Frequently Asked Questions

Insuring your boat

Introduction to insuring your boat

If you've recently bought a boat or are thinking about changing insurance companies, this guide may help you decide the sort of policy you need.

The level of cover and service provided by different insurance companies can vary greatly. Bear in mind that a cheaper policy may end up costing you more if you make a claim.

Everyone's needs are different, and only you can decide if wider cover is important to you. It is essential to understand what is being offered to you before making an informed decision. Some key aspects to consider are:

  • Comprehensive Cover  –  will provide cover for your boat against accidental damage, theft, fire and vandalism.
  • Third Party Liability  –  You should not consider going afloat without liability insurance, which will cover you if you cause damage to another boat or injury to someone.
  • Racing – Other insurers may charge you an additional premium for cover whilst racing. If you race without paying an additional premium you may not be covered.
  • New-For-Old cover  –  This will replace damaged items with new, but check whether there is an age limit on your equipment. For instance if you were to break a ten year old mast, some companies would replace this with a new mast of equivalent specification, others would only pay out what they considered to be the mast's value at the time of loss, leaving you to fund the difference.
  • Policy Excess  –  This is the first portion of any claim you will have to pay.

You should always check what cover is being offered before signing up.

Do I need to use a specialist marine insurance company?

No. Many general insurance brokers will be able to arrange your insurance, but they may not have the necessary expertise to advise you correctly.

How can I be sure the insurance company I choose is reliable?

Your policy is only as good as the service you receive if you have to submit a claim. Why not speak to your fellow sailors, for their comments regarding which insurers provide good (or bad) service to their clients.

Why do I need third party liability cover?

A minimum of £2 million Third Party Liability cover is usually required by waterways, marinas and harbour authorities although some require higher limits. You should not consider going on the water without this cover as a minimum. A policy providing third party liability should cover you if you were to cause damage to property or injury to another person.

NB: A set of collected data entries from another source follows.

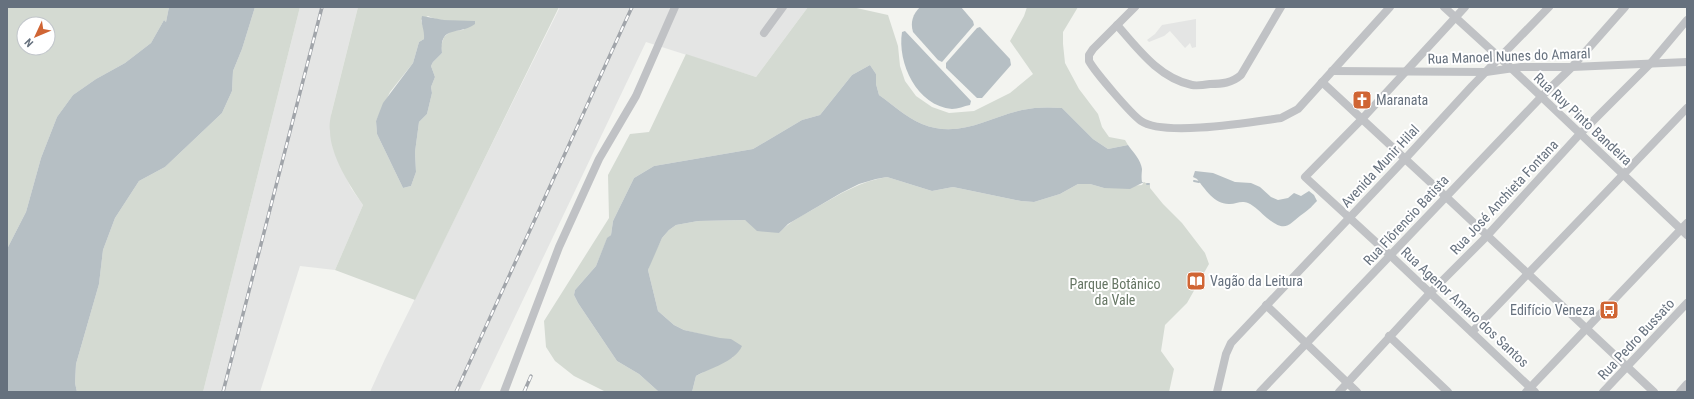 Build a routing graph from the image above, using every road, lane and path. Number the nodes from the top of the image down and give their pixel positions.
1 (675, 7) edge
2 (782, 7) edge
3 (1135, 7) edge
4 (1281, 7) edge
5 (1390, 7) edge
6 (1444, 7) edge
7 (1465, 7) edge
8 (1549, 7) edge
9 (1625, 7) edge
10 (1455, 18) junction
11 (1687, 20) edge
12 (1117, 25) junction
13 (764, 33) dead end
14 (1499, 58) junction
15 (1687, 62) edge
16 (1650, 64) junction
17 (1572, 67) junction
18 (1511, 68) junction
19 (1332, 71) junction
20 (1406, 72) junction
21 (1486, 72) junction
22 (1322, 82) junction
23 (1541, 97) junction
24 (1687, 108) edge
25 (1362, 119) junction
26 (1580, 134) junction
27 (1405, 159) junction
28 (1623, 174) junction
29 (1446, 196) junction
30 (1349, 217) junction
31 (1685, 229) edge
32 (1487, 236) junction
33 (1391, 256) junction
34 (1528, 275) junction
35 (1430, 293) junction
36 (1687, 304) edge
37 (1266, 305) junction
38 (1587, 329) junction
39 (1472, 332) junction
40 (1389, 336) junction
41 (1306, 343) junction
42 (1627, 367) junction
43 (1348, 383) junction
44 (1687, 384) edge
45 (1531, 390) edge
46 (504, 392) edge
47 (1217, 392) edge
48 (1260, 392) edge
49 (1339, 392) edge
50 (1357, 392) edge
51 (1448, 392) edge
52 (1603, 392) edge
53 (1654, 392) edge
54 (1680, 392) edge

1 - 46 street
2 - 13 street
3 - 12 street
4 - 12 street
5 - 19 street
6 - 10 street, Rua Ruy Pinto Bandeira
7 - 10 street
8 - 14 street, Avenida Munir Hilal
9 - 17 street, Rua Flôrencio Batista
10 - 14 street, Rua Ruy Pinto Bandeira
10 - 20 street
11 - 16 street, Rua José Anchieta Fontana
12 - 22 street
14 - 18 street, Rua Ruy Pinto Bandeira
14 - 21 street, Avenida Munir Hilal
15 - 16 street, Rua Manoel Nunes do Amaral
16 - 17 street, Rua Manoel Nunes do Amaral
16 - 26 street, Rua José Anchieta Fontana
17 - 18 street, Rua Manoel Nunes do Amaral
17 - 23 street, Rua Flôrencio Batista
18 - 21 street, Rua Manoel Nunes do Amaral
18 - 23 street, Rua Ruy Pinto Bandeira
19 - 20 street, Rua Manoel Nunes do Amaral
19 - 22 street
20 - 21 street, Rua Manoel Nunes do Amaral
20 - 25 street
21 - 27 street, Avenida Munir Hilal
22 - 25 street
23 - 26 street, Rua Ruy Pinto Bandeira
23 - 29 street, Rua Flôrencio Batista
24 - 28 street
25 - 27 street
25 - 30 street, Rua Agenor Amaro dos Santos
26 - 28 street, Rua Ruy Pinto Bandeira
26 - 32 street, Rua José Anchieta Fontana
27 - 29 street
27 - 30 street, Avenida Munir Hilal
28 - 31 street, Rua Ruy Pinto Bandeira
28 - 34 street
29 - 32 street
29 - 33 street, Rua Flôrencio Batista
30 - 33 street, Rua Agenor Amaro dos Santos
30 - 37 street, Avenida Munir Hilal
31 - 38 street
32 - 34 street
32 - 35 street, Rua José Anchieta Fontana
33 - 35 street, Rua Agenor Amaro dos Santos
33 - 41 street, Rua Flôrencio Batista
34 - 38 street
34 - 39 street
35 - 39 street, Rua Agenor Amaro dos Santos
35 - 40 street, Rua José Anchieta Fontana
36 - 42 street, Rua Pedro Bussato
37 - 41 street
37 - 47 street, Avenida Munir Hilal
38 - 42 street
38 - 45 street
39 - 45 street, Rua Agenor Amaro dos Santos
40 - 43 street, Rua José Anchieta Fontana
40 - 51 street
41 - 43 street
41 - 48 street, Rua Flôrencio Batista
42 - 52 street, Rua Pedro Bussato
42 - 53 street
43 - 49 street, Rua José Anchieta Fontana
43 - 50 street
44 - 54 street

So even if it is not required by the local authority you should not consider going on the water without this cover as a minimum.

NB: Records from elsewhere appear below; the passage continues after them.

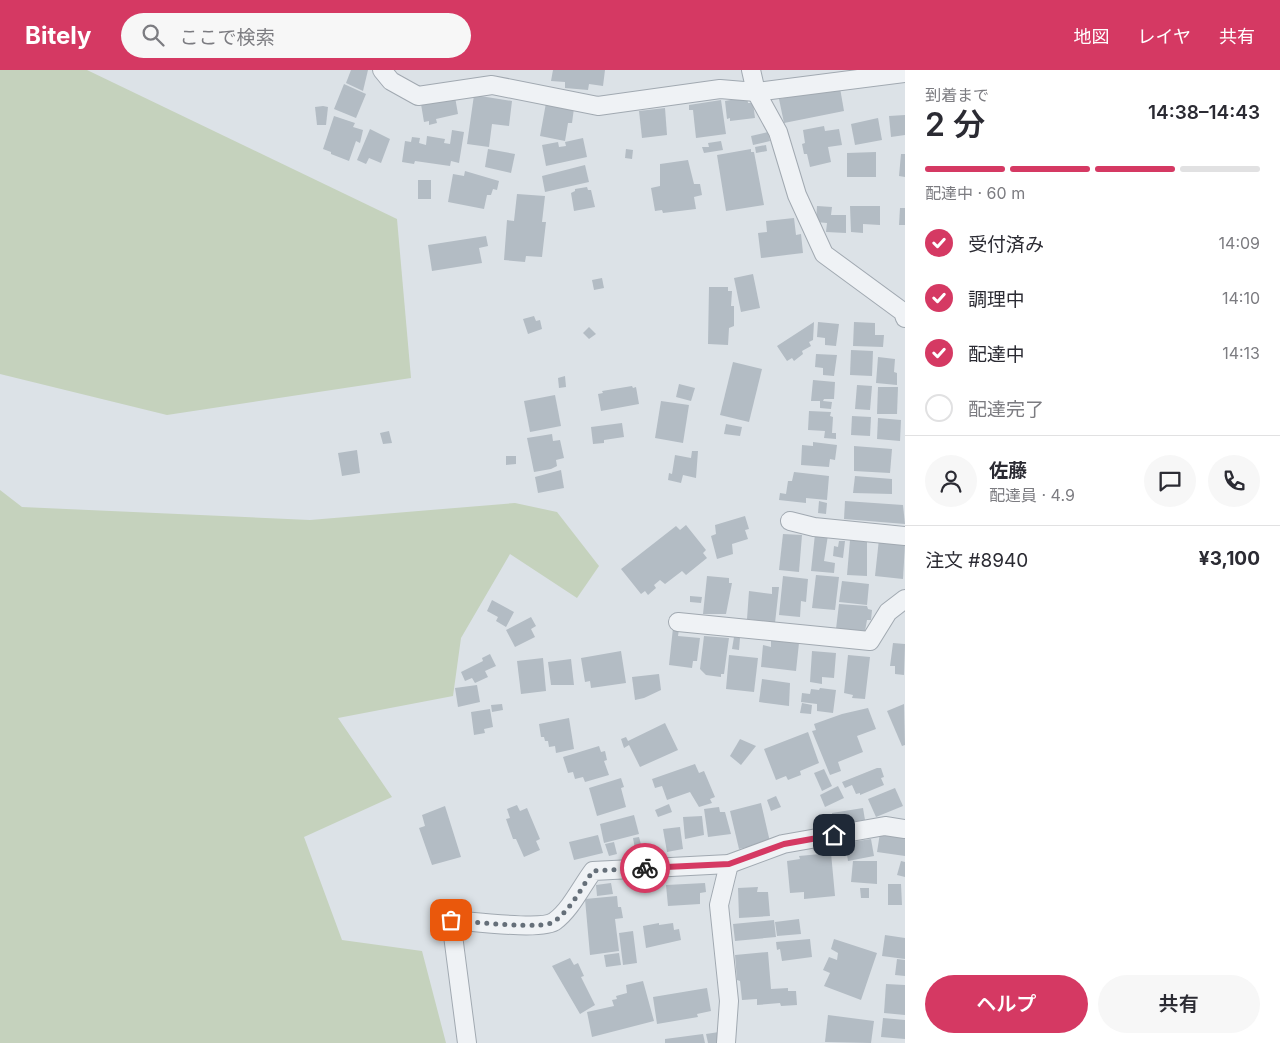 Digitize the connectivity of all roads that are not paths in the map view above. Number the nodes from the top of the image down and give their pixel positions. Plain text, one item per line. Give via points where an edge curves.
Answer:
1 (382, 70) edge
2 (751, 70) edge
3 (905, 73) edge
4 (756, 92) junction
5 (905, 318) edge
6 (790, 521) dead end
7 (905, 536) edge
8 (905, 600) edge
9 (678, 622) dead end
10 (905, 828) edge
11 (729, 864) junction
12 (467, 1043) edge
13 (726, 1043) edge

1 - 4 street via 391,81 418,96 492,85 598,106 720,89
2 - 4 street
3 - 4 street
4 - 5 street via 778,132 797,195 824,254 902,312
6 - 7 street via 814,527
8 - 9 street via 888,612 870,641
10 - 11 street via 885,826 784,844
11 - 12 street via 593,871 554,923 531,926 451,920
11 - 13 street via 719,905 729,1001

Cover is normally provided for a named boat. Some policies cover another person using your boat with your permission, but some will only cover named individuals. Check your policy if you are unsure.

It is unlikely that you would be covered to use someone else's boat under your own policy so if you are borrowing another boat you should always check with the boat's owner that you are insured to use it.

Should I expect a standard policy to cover my dinghy while I'm not sailing (ie, when my boat is sitting on the drive or while I'm travelling?)

Comprehensive policies should cover your boat against accidental damage, theft, fire and vandalism, whether in use or not. However there may be restrictions on your policy. Boats should be securely tied down, trailers locked and / or immobilised when not in use, and equipment stored beneath your cover or taken home after use, if possible. It is relatively common for mice, rats or other rodents to make nests in your sails if stored in your boat.

If they do, your sail will become eaten and stained. Not all insurance policies will cover this eventuality.

Would my trolley and trailer be covered?

Most policies can be extended, by payment of an additional premium, to include these items. Claims would be limited to either the market value at the time of loss or the sum specified on the Policy Schedule whichever is the lesser amount. It may be a requirement of the policy that trailers are immobilised and / or locked when not in use.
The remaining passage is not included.